What you have to do
Nothing may be dropped or added when the entries below are copied.

··· Source data ···

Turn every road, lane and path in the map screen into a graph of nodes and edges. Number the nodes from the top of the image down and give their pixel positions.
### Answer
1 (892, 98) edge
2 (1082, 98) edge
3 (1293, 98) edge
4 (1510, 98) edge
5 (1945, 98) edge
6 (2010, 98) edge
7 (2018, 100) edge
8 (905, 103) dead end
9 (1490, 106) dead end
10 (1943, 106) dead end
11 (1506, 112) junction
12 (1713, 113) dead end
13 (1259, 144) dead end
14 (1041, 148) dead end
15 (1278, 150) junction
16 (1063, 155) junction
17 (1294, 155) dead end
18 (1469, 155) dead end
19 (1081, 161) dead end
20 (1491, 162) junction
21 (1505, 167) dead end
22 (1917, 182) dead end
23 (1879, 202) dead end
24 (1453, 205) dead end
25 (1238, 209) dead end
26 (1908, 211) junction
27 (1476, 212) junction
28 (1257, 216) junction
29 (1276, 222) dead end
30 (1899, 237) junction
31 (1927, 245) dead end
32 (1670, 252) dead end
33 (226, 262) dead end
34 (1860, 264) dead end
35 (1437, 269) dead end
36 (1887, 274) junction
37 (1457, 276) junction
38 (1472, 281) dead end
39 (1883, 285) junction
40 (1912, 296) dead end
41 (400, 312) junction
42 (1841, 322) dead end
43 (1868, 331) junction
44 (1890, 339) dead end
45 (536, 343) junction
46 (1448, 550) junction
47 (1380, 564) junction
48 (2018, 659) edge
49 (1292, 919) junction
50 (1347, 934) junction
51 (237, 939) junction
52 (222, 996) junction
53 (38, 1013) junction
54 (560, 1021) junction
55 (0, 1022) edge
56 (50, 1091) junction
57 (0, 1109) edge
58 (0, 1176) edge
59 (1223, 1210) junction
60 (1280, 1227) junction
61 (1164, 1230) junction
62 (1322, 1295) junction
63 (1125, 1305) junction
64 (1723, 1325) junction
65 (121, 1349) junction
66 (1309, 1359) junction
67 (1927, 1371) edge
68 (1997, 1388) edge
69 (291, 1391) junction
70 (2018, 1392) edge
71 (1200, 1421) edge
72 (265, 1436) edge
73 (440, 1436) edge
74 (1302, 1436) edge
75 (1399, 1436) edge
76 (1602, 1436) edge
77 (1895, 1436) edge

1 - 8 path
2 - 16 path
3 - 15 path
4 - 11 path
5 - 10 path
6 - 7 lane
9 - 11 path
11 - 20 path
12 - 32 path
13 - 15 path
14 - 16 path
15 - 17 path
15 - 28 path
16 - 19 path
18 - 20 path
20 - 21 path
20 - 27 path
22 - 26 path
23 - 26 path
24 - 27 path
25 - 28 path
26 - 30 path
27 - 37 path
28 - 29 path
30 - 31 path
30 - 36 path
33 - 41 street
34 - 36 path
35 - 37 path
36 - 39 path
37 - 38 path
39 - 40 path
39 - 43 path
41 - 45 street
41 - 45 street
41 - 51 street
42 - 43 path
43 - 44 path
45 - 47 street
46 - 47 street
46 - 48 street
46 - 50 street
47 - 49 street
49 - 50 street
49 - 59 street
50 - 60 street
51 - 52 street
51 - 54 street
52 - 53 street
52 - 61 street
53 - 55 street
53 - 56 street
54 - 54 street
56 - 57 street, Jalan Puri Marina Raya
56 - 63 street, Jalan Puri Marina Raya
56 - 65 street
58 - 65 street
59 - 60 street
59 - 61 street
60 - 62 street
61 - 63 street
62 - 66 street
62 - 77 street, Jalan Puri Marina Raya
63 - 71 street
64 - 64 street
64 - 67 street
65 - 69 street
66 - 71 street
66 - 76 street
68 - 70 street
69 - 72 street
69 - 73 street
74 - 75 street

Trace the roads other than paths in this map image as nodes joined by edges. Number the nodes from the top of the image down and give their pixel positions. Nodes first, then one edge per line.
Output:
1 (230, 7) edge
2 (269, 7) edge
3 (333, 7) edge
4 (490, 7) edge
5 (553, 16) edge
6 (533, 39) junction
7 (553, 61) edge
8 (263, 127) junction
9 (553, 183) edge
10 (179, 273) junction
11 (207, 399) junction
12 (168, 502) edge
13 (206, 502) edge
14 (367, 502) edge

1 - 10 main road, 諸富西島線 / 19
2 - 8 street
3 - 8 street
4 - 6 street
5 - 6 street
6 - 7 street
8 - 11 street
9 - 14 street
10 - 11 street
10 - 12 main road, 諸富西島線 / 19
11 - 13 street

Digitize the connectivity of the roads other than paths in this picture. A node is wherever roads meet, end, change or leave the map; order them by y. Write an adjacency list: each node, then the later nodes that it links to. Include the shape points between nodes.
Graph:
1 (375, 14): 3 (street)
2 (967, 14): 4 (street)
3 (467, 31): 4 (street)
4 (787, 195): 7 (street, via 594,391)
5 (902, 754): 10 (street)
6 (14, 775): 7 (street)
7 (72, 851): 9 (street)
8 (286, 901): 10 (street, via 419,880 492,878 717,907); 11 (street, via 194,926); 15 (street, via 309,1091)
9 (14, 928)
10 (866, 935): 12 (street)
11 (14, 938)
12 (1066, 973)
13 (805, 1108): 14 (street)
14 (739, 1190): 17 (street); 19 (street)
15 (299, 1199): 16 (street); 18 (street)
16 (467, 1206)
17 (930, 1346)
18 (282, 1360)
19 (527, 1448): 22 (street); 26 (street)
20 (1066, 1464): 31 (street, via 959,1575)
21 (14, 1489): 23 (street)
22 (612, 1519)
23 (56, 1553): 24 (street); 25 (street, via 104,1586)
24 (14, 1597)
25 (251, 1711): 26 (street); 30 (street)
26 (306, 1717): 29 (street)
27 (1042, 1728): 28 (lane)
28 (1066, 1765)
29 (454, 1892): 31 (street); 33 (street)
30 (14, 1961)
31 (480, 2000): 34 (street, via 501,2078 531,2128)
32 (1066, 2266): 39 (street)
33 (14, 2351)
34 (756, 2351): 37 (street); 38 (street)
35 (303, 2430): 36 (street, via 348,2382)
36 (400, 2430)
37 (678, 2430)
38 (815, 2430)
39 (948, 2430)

···

Answer space
Turn every road, lane and path in the map screen into a graph of nodes and edges. Number the nodes from the top of the image down and give their pixel positions.
### Answer
1 (892, 98) edge
2 (1082, 98) edge
3 (1293, 98) edge
4 (1510, 98) edge
5 (1945, 98) edge
6 (2010, 98) edge
7 (2018, 100) edge
8 (905, 103) dead end
9 (1490, 106) dead end
10 (1943, 106) dead end
11 (1506, 112) junction
12 (1713, 113) dead end
13 (1259, 144) dead end
14 (1041, 148) dead end
15 (1278, 150) junction
16 (1063, 155) junction
17 (1294, 155) dead end
18 (1469, 155) dead end
19 (1081, 161) dead end
20 (1491, 162) junction
21 (1505, 167) dead end
22 (1917, 182) dead end
23 (1879, 202) dead end
24 (1453, 205) dead end
25 (1238, 209) dead end
26 (1908, 211) junction
27 (1476, 212) junction
28 (1257, 216) junction
29 (1276, 222) dead end
30 (1899, 237) junction
31 (1927, 245) dead end
32 (1670, 252) dead end
33 (226, 262) dead end
34 (1860, 264) dead end
35 (1437, 269) dead end
36 (1887, 274) junction
37 (1457, 276) junction
38 (1472, 281) dead end
39 (1883, 285) junction
40 (1912, 296) dead end
41 (400, 312) junction
42 (1841, 322) dead end
43 (1868, 331) junction
44 (1890, 339) dead end
45 (536, 343) junction
46 (1448, 550) junction
47 (1380, 564) junction
48 (2018, 659) edge
49 (1292, 919) junction
50 (1347, 934) junction
51 (237, 939) junction
52 (222, 996) junction
53 (38, 1013) junction
54 (560, 1021) junction
55 (0, 1022) edge
56 (50, 1091) junction
57 (0, 1109) edge
58 (0, 1176) edge
59 (1223, 1210) junction
60 (1280, 1227) junction
61 (1164, 1230) junction
62 (1322, 1295) junction
63 (1125, 1305) junction
64 (1723, 1325) junction
65 (121, 1349) junction
66 (1309, 1359) junction
67 (1927, 1371) edge
68 (1997, 1388) edge
69 (291, 1391) junction
70 (2018, 1392) edge
71 (1200, 1421) edge
72 (265, 1436) edge
73 (440, 1436) edge
74 (1302, 1436) edge
75 (1399, 1436) edge
76 (1602, 1436) edge
77 (1895, 1436) edge

1 - 8 path
2 - 16 path
3 - 15 path
4 - 11 path
5 - 10 path
6 - 7 lane
9 - 11 path
11 - 20 path
12 - 32 path
13 - 15 path
14 - 16 path
15 - 17 path
15 - 28 path
16 - 19 path
18 - 20 path
20 - 21 path
20 - 27 path
22 - 26 path
23 - 26 path
24 - 27 path
25 - 28 path
26 - 30 path
27 - 37 path
28 - 29 path
30 - 31 path
30 - 36 path
33 - 41 street
34 - 36 path
35 - 37 path
36 - 39 path
37 - 38 path
39 - 40 path
39 - 43 path
41 - 45 street
41 - 45 street
41 - 51 street
42 - 43 path
43 - 44 path
45 - 47 street
46 - 47 street
46 - 48 street
46 - 50 street
47 - 49 street
49 - 50 street
49 - 59 street
50 - 60 street
51 - 52 street
51 - 54 street
52 - 53 street
52 - 61 street
53 - 55 street
53 - 56 street
54 - 54 street
56 - 57 street, Jalan Puri Marina Raya
56 - 63 street, Jalan Puri Marina Raya
56 - 65 street
58 - 65 street
59 - 60 street
59 - 61 street
60 - 62 street
61 - 63 street
62 - 66 street
62 - 77 street, Jalan Puri Marina Raya
63 - 71 street
64 - 64 street
64 - 67 street
65 - 69 street
66 - 71 street
66 - 76 street
68 - 70 street
69 - 72 street
69 - 73 street
74 - 75 street

Trace the roads other than paths in this map image as nodes joined by edges. Number the nodes from the top of the image down and give their pixel positions. Nodes first, then one edge per line.
Output:
1 (230, 7) edge
2 (269, 7) edge
3 (333, 7) edge
4 (490, 7) edge
5 (553, 16) edge
6 (533, 39) junction
7 (553, 61) edge
8 (263, 127) junction
9 (553, 183) edge
10 (179, 273) junction
11 (207, 399) junction
12 (168, 502) edge
13 (206, 502) edge
14 (367, 502) edge

1 - 10 main road, 諸富西島線 / 19
2 - 8 street
3 - 8 street
4 - 6 street
5 - 6 street
6 - 7 street
8 - 11 street
9 - 14 street
10 - 11 street
10 - 12 main road, 諸富西島線 / 19
11 - 13 street

Digitize the connectivity of the roads other than paths in this picture. A node is wherever roads meet, end, change or leave the map; order them by y. Write an adjacency list: each node, then the later nodes that it links to. Include the shape points between nodes.
Graph:
1 (375, 14): 3 (street)
2 (967, 14): 4 (street)
3 (467, 31): 4 (street)
4 (787, 195): 7 (street, via 594,391)
5 (902, 754): 10 (street)
6 (14, 775): 7 (street)
7 (72, 851): 9 (street)
8 (286, 901): 10 (street, via 419,880 492,878 717,907); 11 (street, via 194,926); 15 (street, via 309,1091)
9 (14, 928)
10 (866, 935): 12 (street)
11 (14, 938)
12 (1066, 973)
13 (805, 1108): 14 (street)
14 (739, 1190): 17 (street); 19 (street)
15 (299, 1199): 16 (street); 18 (street)
16 (467, 1206)
17 (930, 1346)
18 (282, 1360)
19 (527, 1448): 22 (street); 26 (street)
20 (1066, 1464): 31 (street, via 959,1575)
21 (14, 1489): 23 (street)
22 (612, 1519)
23 (56, 1553): 24 (street); 25 (street, via 104,1586)
24 (14, 1597)
25 (251, 1711): 26 (street); 30 (street)
26 (306, 1717): 29 (street)
27 (1042, 1728): 28 (lane)
28 (1066, 1765)
29 (454, 1892): 31 (street); 33 (street)
30 (14, 1961)
31 (480, 2000): 34 (street, via 501,2078 531,2128)
32 (1066, 2266): 39 (street)
33 (14, 2351)
34 (756, 2351): 37 (street); 38 (street)
35 (303, 2430): 36 (street, via 348,2382)
36 (400, 2430)
37 (678, 2430)
38 (815, 2430)
39 (948, 2430)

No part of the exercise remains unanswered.